(Exercise prompt): Using the material below, state how many of its lines contain the string "highway", with no other words.

-- Source data follows --

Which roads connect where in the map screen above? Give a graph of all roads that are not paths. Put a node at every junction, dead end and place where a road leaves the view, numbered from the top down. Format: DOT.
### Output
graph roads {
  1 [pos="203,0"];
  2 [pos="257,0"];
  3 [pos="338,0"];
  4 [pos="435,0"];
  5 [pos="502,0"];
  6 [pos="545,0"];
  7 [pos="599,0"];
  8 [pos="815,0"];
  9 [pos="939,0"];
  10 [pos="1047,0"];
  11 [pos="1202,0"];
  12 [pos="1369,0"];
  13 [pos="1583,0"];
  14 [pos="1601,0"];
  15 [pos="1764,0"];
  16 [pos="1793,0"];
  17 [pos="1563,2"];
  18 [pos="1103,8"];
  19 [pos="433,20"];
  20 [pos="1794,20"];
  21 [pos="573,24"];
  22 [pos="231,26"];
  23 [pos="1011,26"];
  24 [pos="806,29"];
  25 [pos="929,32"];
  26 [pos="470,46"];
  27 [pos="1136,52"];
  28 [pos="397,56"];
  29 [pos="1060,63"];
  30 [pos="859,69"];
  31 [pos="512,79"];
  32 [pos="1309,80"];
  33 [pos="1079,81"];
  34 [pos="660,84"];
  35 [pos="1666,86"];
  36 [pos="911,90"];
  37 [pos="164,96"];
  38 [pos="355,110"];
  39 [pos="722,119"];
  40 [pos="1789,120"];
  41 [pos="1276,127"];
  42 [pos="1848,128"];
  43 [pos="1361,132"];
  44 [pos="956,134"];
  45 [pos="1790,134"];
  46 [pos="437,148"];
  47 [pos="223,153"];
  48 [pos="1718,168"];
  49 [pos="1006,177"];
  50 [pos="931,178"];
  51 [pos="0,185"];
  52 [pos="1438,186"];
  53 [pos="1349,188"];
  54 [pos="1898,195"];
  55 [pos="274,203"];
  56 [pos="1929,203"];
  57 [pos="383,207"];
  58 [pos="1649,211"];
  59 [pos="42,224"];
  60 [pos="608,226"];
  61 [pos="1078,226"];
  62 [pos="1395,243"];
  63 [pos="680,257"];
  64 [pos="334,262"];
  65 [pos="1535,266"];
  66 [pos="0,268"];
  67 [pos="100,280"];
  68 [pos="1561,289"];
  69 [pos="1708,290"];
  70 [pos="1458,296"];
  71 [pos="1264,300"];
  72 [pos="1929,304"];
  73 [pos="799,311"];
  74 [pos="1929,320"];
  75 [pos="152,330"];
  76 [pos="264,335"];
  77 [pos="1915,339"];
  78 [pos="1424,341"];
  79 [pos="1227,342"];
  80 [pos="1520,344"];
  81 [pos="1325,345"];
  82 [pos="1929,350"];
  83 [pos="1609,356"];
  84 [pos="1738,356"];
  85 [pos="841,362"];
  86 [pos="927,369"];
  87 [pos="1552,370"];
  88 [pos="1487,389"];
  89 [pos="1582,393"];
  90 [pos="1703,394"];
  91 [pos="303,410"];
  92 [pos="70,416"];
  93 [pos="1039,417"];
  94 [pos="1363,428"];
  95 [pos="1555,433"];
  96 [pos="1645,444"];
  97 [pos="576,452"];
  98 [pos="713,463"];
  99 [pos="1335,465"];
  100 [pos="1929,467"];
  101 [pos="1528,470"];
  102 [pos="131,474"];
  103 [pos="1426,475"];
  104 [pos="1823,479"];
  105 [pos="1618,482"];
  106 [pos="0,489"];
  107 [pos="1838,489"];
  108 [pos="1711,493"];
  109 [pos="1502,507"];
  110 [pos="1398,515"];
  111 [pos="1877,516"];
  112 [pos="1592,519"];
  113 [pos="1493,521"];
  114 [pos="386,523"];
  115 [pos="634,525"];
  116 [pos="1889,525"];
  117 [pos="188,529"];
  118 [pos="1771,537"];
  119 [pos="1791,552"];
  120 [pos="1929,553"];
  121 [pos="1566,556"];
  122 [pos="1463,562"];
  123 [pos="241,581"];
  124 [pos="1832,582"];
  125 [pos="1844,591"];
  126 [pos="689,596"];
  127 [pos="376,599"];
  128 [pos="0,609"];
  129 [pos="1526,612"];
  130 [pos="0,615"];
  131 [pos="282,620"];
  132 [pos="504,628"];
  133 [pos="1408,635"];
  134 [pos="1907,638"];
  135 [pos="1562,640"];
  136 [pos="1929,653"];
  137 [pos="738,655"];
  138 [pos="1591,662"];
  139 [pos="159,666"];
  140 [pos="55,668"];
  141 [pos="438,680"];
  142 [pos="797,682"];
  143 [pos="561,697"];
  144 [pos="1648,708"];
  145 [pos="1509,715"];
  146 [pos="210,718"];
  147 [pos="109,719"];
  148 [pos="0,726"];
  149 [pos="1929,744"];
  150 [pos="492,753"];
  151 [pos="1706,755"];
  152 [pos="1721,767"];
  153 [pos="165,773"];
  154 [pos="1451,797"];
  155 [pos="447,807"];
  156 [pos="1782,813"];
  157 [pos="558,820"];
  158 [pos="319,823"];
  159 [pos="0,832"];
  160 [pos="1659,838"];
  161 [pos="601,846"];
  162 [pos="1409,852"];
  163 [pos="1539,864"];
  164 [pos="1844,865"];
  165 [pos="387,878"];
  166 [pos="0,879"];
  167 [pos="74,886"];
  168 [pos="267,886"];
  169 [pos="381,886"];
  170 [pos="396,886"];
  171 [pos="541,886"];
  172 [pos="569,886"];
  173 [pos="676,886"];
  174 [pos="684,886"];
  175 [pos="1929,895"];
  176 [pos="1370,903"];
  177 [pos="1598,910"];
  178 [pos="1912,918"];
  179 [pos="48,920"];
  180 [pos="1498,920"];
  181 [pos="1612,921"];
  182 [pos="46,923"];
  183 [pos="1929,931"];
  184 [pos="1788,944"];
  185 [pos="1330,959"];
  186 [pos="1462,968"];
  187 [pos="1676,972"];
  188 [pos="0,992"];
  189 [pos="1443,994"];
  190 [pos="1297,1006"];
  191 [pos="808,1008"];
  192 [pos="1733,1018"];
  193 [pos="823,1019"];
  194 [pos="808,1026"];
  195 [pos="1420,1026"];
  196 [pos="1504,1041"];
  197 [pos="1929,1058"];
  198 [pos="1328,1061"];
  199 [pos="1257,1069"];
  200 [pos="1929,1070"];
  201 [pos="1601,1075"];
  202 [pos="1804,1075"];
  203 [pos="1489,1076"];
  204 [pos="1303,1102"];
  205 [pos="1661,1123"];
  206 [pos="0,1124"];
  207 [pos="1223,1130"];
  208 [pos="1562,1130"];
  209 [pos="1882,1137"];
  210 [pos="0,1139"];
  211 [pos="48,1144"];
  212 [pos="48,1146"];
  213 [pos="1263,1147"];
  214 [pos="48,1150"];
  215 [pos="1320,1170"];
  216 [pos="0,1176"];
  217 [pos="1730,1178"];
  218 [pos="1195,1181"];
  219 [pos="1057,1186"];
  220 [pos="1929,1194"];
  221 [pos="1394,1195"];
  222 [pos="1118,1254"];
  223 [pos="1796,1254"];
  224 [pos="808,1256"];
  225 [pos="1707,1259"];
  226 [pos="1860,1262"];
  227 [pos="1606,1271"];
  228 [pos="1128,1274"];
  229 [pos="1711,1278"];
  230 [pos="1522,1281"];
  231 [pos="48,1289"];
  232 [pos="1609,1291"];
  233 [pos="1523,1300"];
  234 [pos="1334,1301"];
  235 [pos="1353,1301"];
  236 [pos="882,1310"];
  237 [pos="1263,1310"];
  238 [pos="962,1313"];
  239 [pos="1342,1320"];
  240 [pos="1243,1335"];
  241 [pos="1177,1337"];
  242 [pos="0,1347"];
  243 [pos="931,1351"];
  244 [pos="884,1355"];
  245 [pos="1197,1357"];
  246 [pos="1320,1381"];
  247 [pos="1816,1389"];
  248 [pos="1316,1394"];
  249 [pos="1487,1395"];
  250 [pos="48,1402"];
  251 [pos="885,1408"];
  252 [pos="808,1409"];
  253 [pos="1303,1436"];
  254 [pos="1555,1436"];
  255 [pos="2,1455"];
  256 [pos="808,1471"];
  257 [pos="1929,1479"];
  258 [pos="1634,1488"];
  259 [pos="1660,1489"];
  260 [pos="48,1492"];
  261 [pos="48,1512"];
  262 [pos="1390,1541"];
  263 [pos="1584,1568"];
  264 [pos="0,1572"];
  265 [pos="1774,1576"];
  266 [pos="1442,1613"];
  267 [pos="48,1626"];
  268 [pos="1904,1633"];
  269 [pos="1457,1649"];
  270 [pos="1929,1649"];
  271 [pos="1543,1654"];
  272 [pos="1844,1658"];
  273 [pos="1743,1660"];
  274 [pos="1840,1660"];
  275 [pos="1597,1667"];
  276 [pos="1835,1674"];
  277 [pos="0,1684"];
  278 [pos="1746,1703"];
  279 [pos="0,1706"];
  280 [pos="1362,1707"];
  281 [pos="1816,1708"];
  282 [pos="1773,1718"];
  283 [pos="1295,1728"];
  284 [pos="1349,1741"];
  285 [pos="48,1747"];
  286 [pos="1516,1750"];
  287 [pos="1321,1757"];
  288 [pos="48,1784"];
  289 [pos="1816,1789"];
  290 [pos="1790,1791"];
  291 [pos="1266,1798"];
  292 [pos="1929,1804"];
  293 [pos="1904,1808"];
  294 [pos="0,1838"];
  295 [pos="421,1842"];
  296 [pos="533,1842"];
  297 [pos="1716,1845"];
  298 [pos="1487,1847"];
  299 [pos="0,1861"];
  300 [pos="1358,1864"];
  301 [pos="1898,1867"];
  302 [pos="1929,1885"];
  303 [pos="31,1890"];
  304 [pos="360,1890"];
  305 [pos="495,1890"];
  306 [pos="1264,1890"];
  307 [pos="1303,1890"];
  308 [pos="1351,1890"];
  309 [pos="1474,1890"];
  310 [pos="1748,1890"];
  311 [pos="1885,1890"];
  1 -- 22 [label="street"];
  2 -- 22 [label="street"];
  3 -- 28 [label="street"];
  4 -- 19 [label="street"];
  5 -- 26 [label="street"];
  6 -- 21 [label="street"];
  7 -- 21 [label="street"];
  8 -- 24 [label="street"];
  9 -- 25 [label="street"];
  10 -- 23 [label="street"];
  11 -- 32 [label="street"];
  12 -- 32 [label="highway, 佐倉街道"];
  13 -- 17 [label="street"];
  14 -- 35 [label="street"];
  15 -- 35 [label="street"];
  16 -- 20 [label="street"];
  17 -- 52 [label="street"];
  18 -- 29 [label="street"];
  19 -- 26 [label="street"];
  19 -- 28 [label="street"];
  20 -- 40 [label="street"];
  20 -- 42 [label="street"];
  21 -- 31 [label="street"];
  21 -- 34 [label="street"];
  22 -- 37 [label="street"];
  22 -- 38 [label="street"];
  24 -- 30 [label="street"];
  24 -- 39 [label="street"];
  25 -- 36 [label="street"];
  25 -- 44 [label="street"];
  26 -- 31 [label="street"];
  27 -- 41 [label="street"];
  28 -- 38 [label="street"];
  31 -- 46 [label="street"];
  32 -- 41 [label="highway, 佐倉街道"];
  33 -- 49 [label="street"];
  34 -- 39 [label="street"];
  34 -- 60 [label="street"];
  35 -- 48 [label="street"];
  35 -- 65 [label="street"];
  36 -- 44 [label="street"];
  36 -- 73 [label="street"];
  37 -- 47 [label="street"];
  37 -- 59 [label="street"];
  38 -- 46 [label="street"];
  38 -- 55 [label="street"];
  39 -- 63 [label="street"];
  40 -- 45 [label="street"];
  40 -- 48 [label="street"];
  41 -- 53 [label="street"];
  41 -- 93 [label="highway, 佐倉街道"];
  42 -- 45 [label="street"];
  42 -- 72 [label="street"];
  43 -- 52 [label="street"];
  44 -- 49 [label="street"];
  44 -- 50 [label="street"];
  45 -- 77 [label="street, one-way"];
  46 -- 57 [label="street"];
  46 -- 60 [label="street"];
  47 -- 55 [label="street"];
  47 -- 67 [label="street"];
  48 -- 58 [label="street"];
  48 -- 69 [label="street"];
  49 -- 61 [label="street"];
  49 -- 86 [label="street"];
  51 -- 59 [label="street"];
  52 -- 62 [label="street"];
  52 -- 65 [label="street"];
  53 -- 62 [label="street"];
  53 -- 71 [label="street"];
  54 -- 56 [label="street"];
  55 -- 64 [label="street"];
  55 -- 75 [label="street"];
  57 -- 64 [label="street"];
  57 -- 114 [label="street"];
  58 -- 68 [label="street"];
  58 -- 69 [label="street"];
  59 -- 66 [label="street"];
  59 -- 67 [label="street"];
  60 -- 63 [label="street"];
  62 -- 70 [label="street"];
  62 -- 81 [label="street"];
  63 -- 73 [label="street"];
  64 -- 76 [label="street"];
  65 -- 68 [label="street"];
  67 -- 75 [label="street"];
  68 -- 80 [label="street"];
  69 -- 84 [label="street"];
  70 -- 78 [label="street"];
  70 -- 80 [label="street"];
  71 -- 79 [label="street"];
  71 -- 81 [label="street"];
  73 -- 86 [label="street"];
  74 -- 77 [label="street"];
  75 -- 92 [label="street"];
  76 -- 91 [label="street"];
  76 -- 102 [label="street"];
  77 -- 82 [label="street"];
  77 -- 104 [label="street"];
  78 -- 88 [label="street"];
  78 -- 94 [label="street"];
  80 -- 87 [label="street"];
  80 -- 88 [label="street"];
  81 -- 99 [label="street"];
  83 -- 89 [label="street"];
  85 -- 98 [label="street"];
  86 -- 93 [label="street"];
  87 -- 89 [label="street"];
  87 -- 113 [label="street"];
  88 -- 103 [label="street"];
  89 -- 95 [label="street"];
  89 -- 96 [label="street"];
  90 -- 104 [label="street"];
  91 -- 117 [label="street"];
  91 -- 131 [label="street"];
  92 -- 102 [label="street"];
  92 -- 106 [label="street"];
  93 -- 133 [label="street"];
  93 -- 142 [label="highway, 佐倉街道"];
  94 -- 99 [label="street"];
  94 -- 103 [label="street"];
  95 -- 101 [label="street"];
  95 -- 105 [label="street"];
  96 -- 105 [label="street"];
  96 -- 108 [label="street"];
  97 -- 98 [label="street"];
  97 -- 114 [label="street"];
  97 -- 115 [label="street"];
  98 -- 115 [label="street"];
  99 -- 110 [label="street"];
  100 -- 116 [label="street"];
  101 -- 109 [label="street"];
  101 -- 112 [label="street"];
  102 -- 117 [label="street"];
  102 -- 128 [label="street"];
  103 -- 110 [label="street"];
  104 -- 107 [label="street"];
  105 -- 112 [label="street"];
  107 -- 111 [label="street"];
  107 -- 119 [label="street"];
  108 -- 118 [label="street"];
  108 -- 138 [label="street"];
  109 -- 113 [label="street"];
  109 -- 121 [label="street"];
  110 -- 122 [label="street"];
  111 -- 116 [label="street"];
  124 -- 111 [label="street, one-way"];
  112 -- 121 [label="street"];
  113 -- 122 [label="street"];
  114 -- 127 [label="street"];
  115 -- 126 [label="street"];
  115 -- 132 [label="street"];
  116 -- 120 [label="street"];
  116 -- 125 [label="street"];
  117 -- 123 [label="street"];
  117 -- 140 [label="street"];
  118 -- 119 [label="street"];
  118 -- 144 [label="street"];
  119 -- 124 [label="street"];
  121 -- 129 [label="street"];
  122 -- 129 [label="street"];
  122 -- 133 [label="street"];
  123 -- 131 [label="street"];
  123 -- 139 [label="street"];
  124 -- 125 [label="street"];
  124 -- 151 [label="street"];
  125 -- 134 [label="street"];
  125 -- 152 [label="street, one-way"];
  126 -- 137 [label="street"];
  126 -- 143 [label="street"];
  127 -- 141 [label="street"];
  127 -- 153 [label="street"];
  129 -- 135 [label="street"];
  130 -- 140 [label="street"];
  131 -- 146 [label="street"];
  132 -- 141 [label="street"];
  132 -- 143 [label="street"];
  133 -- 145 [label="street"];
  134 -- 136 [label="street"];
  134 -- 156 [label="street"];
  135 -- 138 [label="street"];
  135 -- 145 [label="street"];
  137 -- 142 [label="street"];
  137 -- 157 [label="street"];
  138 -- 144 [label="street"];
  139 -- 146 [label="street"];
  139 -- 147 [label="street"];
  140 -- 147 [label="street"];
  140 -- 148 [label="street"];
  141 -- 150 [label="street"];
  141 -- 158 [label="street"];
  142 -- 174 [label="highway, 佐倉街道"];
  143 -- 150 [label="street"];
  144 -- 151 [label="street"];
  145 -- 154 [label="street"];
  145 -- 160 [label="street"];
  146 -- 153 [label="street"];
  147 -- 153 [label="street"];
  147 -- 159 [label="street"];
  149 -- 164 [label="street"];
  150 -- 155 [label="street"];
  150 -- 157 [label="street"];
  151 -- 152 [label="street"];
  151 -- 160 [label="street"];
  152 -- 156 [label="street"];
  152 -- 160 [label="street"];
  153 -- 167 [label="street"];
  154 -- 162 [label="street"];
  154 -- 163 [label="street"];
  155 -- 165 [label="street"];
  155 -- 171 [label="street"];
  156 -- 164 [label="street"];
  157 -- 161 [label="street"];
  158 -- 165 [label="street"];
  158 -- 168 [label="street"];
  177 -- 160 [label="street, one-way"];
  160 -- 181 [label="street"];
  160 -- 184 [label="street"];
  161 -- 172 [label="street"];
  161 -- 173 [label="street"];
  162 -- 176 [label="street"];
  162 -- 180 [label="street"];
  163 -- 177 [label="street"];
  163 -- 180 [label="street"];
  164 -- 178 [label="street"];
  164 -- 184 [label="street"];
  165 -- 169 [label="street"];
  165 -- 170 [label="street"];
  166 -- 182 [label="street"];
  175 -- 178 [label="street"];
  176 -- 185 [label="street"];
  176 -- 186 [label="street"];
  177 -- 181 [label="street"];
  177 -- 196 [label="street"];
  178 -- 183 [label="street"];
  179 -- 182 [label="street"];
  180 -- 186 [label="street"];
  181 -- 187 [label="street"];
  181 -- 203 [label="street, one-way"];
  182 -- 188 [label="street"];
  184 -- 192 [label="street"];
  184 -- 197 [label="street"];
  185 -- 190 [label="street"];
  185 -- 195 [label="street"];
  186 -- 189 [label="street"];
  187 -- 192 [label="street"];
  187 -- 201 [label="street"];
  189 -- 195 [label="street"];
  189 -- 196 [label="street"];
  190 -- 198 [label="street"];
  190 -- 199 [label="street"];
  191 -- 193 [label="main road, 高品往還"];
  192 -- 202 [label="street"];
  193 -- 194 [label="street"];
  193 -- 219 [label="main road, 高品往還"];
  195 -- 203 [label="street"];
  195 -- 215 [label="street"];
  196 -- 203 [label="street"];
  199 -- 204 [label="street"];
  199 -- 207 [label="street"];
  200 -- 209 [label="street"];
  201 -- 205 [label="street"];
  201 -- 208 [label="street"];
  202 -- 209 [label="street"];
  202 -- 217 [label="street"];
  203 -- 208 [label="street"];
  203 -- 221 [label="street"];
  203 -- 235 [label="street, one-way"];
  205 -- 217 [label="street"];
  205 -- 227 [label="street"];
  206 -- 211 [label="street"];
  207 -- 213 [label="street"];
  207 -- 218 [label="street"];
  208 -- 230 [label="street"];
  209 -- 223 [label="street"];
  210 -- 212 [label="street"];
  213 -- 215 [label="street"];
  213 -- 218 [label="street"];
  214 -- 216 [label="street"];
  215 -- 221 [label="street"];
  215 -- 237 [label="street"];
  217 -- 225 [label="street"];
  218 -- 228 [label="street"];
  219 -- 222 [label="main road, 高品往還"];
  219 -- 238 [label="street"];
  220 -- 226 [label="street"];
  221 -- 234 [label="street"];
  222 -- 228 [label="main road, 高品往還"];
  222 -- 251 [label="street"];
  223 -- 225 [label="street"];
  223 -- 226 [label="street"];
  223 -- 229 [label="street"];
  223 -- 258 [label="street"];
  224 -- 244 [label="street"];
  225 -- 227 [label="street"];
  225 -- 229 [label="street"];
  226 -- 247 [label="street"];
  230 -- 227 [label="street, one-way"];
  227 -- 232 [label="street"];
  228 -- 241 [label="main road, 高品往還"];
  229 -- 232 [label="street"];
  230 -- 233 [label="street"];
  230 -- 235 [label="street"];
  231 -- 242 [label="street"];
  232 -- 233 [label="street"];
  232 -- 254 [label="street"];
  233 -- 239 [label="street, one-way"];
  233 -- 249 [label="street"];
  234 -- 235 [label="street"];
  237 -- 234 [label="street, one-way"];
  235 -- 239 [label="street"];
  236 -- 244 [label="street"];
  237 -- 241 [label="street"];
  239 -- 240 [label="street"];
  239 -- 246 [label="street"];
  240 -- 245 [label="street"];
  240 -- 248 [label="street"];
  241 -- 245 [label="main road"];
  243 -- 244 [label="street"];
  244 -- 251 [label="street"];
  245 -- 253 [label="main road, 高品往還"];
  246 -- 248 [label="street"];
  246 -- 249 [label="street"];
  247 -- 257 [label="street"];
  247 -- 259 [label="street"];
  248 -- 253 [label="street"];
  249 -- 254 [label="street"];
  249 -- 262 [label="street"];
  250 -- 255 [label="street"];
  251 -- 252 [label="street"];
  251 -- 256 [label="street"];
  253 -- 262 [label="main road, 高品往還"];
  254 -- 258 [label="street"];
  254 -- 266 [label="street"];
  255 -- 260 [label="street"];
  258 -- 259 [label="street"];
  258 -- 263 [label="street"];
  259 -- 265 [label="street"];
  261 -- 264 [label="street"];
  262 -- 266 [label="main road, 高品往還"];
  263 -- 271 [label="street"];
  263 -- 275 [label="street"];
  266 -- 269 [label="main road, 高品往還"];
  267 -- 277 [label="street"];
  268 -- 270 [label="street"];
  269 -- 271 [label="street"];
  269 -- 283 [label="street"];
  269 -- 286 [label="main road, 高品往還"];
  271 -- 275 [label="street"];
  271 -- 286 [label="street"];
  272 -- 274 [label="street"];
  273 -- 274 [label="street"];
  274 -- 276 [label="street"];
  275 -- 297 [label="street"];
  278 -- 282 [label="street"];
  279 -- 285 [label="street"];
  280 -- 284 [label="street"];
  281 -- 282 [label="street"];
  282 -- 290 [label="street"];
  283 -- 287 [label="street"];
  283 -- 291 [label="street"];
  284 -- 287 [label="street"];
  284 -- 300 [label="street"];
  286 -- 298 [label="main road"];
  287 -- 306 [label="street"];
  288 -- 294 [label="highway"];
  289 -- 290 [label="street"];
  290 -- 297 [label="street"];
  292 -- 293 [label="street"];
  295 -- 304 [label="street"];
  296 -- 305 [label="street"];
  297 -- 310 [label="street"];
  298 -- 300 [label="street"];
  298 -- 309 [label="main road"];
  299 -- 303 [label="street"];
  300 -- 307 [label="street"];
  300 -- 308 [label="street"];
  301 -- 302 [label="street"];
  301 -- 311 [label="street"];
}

-- Source data concluded --

(Result for this exercise): 6